Guatemala, French Guiana and Honduras provided half (55%) of all imported malaria over the 5 years. French Guiana was an important source of malaria for French travellers and Surinam for Dutch travellers. Surinam is a popular destination for Dutch travellers, (60% of all international arrivals in 2004 were from the Netherlands  and it is the source of 60% (37% P. falciparum) of all malaria cases in Dutch travellers from Latin America. Eighty nine percent of all malaria in French travellers was acquired in French Guiana, where they make up approximately two thirds of all tourist arrivals. Seventy percent were Plasmodium vivax infections and twice as many cases occurred in civil as in military personnel, although a high incidence has been reported in the military . The rate in French residents returned from French Guiana averaged 6.2 per 10,000 visits (P. falciparum 1.3/10,000 and P. vivax 4.3/10,000). Honduras accounted for the largest source of infection, most were in US travellers (Figure 3) who made up over a quarter (178,285) of all tourists arrivals in 2004. Cases from Honduras, predominantly in US travellers have declined by 20% between 2000 and 2005, despite the API having increased by 36% in indigenous populations (Table 2). The rate in Honduras was the highest for all countries visited by UK travellers (5.6/10,000). There were five countries (Honduras, Nicaragua, Surinam, French Guiana and Guatemala) where the rate of malaria was >1/10,000 visits for UK travellers. Data on the duration of visit was available for visits by UK travellers, a case per years travelling (proxy of exposure) was calculated, based on total nights away, visitors and numbers of cases of malaria. The average duration of visit by UK travellers to the South American continent (2005) was 18 days. Mexico had the lowest risk where one case occurred for very 22,664 years exposed. The risks for Peru, Columbia and Brazil were similar, around one case for every 3,000 years exposed, and similar to the risks of UK residents visiting India . Honduras and Guatemala were the highest risk countries with one case for every 103 and 513 years exposed respectively.

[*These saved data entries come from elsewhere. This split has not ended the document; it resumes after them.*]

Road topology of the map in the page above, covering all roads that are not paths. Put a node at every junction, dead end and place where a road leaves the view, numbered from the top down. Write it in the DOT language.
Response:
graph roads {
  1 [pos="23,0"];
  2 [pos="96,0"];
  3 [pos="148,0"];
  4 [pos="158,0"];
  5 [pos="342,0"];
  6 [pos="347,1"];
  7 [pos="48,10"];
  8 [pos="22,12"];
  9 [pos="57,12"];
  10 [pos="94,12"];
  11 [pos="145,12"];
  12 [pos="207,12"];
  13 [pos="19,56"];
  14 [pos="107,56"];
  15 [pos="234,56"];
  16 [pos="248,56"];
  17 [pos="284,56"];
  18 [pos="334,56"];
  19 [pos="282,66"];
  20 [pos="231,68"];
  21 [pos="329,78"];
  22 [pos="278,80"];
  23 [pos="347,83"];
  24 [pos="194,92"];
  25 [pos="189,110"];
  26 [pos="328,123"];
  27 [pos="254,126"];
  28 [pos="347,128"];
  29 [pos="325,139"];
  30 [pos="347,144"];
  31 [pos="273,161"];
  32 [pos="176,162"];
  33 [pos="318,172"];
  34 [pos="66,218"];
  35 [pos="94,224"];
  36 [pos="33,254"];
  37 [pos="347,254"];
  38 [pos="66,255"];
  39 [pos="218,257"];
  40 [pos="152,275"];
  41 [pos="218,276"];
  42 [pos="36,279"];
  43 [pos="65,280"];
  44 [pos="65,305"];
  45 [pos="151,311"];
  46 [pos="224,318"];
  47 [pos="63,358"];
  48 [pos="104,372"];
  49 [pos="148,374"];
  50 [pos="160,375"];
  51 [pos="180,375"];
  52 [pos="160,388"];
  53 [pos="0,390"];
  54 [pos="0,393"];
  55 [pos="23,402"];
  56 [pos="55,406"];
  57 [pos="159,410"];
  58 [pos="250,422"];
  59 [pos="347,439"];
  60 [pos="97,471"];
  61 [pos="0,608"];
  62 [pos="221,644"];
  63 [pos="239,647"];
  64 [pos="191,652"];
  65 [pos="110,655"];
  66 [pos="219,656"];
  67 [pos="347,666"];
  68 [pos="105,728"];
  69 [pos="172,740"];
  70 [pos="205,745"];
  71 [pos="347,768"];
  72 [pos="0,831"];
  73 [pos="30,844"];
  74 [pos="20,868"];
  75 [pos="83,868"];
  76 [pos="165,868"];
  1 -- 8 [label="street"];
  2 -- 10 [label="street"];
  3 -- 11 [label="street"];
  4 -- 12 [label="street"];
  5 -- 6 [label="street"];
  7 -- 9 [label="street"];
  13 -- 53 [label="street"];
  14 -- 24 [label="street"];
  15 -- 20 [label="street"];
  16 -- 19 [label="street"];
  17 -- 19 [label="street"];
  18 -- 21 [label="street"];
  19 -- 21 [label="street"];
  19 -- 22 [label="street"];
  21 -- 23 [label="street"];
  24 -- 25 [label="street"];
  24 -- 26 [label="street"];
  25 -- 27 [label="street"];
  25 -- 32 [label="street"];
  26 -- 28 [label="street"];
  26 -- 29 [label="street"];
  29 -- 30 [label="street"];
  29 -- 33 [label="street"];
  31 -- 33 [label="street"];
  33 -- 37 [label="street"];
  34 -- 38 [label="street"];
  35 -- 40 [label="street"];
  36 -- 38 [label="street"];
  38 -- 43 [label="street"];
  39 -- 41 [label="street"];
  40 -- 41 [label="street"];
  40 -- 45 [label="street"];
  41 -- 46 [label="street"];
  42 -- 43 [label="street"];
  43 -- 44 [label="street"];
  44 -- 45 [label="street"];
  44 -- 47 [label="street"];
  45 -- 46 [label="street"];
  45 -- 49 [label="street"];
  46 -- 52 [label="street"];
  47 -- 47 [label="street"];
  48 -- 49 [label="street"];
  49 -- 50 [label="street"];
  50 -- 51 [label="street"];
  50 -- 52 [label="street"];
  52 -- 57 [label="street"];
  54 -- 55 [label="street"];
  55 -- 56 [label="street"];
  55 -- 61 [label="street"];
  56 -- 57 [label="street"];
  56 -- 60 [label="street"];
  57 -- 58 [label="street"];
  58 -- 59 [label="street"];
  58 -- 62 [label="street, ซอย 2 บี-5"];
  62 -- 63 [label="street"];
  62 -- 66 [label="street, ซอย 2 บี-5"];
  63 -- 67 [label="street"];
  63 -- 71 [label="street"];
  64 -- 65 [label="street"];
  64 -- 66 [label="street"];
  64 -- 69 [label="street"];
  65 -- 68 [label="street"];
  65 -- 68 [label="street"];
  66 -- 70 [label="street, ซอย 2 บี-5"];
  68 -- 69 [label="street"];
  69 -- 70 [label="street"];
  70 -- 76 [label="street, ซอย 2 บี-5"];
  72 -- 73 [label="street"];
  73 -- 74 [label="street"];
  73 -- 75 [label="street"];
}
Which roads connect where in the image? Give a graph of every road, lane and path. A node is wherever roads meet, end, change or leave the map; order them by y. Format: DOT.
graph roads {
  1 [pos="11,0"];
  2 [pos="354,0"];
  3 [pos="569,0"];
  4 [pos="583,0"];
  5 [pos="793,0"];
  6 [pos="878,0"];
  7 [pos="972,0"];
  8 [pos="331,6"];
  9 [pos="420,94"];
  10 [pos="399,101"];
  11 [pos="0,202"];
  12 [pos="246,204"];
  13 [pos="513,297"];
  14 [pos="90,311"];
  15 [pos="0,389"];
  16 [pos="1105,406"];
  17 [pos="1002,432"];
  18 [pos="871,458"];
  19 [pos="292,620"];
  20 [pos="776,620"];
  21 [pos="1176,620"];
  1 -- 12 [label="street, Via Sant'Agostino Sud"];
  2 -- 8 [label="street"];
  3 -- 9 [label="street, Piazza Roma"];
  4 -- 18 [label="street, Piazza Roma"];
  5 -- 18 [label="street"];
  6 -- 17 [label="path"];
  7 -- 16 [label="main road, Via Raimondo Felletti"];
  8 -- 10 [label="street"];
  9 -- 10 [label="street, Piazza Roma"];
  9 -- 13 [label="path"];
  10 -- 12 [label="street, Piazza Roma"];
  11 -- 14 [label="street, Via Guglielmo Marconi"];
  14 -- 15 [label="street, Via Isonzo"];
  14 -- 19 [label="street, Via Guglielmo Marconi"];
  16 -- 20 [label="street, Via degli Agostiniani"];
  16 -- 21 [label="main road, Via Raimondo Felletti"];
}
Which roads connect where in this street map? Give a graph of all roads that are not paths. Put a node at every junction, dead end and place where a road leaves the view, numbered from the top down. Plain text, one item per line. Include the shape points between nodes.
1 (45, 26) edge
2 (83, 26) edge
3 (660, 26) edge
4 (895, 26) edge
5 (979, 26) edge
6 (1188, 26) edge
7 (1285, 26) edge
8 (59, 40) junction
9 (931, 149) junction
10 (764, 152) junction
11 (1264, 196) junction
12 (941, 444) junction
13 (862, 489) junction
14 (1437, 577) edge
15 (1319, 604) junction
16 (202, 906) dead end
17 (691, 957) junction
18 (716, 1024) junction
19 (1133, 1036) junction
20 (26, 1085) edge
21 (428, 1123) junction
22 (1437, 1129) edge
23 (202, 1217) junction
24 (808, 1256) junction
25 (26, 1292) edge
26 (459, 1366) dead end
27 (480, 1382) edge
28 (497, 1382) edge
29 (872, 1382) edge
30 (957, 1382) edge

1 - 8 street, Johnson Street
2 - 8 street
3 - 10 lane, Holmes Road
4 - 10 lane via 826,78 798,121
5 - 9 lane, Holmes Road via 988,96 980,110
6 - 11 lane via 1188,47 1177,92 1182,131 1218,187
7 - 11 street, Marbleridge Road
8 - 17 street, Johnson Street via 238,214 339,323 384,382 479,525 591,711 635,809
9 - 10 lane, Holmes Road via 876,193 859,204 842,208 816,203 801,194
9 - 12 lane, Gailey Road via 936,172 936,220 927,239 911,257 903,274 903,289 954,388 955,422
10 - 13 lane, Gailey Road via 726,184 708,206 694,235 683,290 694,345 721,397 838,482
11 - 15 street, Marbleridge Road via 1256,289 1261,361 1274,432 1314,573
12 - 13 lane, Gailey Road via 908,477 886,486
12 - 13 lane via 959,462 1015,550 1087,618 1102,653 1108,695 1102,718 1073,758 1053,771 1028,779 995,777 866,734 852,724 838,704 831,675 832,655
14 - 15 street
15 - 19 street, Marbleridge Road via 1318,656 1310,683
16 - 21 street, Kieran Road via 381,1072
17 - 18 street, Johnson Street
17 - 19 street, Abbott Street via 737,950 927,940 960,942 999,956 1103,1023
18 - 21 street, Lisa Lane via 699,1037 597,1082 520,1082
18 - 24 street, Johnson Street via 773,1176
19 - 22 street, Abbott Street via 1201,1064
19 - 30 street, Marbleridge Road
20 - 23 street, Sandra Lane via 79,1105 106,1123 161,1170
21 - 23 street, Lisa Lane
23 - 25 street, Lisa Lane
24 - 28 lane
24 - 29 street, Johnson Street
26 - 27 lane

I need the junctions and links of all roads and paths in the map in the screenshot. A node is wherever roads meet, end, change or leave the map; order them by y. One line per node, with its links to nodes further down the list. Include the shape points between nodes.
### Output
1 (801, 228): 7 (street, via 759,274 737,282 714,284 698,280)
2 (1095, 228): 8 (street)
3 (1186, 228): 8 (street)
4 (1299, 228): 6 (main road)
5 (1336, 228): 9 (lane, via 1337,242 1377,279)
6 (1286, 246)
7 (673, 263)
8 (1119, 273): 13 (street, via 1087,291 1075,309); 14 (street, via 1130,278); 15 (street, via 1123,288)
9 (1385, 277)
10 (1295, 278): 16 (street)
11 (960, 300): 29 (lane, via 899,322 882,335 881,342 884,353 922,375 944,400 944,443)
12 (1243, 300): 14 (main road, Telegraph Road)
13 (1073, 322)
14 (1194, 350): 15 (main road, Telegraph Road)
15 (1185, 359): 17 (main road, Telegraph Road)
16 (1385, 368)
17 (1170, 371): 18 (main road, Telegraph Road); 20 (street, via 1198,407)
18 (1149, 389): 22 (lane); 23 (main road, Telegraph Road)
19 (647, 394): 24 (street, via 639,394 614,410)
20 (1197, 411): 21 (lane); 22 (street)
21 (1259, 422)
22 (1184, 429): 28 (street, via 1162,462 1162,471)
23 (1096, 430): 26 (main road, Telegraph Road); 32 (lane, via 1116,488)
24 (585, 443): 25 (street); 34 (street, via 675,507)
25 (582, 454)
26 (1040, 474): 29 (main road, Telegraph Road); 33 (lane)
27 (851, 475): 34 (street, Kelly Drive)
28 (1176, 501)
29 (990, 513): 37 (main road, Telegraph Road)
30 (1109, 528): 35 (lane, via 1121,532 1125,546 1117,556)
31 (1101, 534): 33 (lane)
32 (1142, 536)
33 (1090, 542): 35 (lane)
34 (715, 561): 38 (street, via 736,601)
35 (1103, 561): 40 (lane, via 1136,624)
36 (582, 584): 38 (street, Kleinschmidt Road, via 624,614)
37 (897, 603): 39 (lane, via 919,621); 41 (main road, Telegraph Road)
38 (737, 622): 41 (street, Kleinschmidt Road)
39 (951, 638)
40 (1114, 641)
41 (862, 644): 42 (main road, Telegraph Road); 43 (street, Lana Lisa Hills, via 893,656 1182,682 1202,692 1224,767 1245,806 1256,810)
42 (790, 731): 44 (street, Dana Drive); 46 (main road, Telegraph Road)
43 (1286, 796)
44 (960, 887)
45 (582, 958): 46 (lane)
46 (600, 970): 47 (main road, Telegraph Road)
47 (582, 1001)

Low malaria rates were also noted in UK, French and Dutch visitors to Venezuela, Colombia, Peru and Brazil during 2004. These four countries received a total 2.6 million visitors from the study countries (Figure 1) and had a maximum incidence of malaria of 2.2 (UK travellers to Colombia, 2004) per 10,000 visits.
This study was designed to identify whether local transmission of malaria within countries of Latin America reflected the pattern and trends of malaria acquired by travellers from ten developed countries. During 2004, twenty one PAHO countries with active malaria programs examined 6.7 million slides, of which 13% were positive for malaria, three quarters of them were speciated as P. vivax infections in an "at risk" population of 262 million . The detailed information collected in Central and South American countries and presented by PAHO [3, 2, 13] provides evidence of a clear trend of declining transmission across most of the countries, most notably in Brazil, which reported a 56% decrease in the high incidence regions, attributed to malaria control programmes initiated in 2000. The total number of tourists visiting Latin America is not known precisely, but the World Tourism Organization  estimates there were 16 million international tourist arrivals to South America, with a 16% increase from 2003. Central America, during 2004, received 5.7 million inbound visitors, a 17% growth in arrivals over the previous year. The main country sources of imported malaria were Honduras, French Guiana, Guatemala, Mexico and Ecuador, from where there were 1,066 imported cases over five years, accounting for 64% of all imported cases from Latin America, 75% were non-falciparum malaria. There are a number of important limitations that need to be understood when reflecting on the findings. Local transmission reported to PAHO may be inconsistent and regions not reporting or not diagnosing cases may be interpreted as no malaria transmission. The imported malaria cases collected nationally use different reporting methods and are of varied quality. The denominators used in the analysis are again of different capture methods. The USA, France and the Netherlands record the number of citizens departing to a destination while in the UK samples of departing passengers are interviewed, capturing destination, duration of travel and reason for travel. The pattern of travel through the regions by western travellers is not recorded in the denominator data or through the malaria case reports, and therefore the proportion visiting high transmission regions are unknown.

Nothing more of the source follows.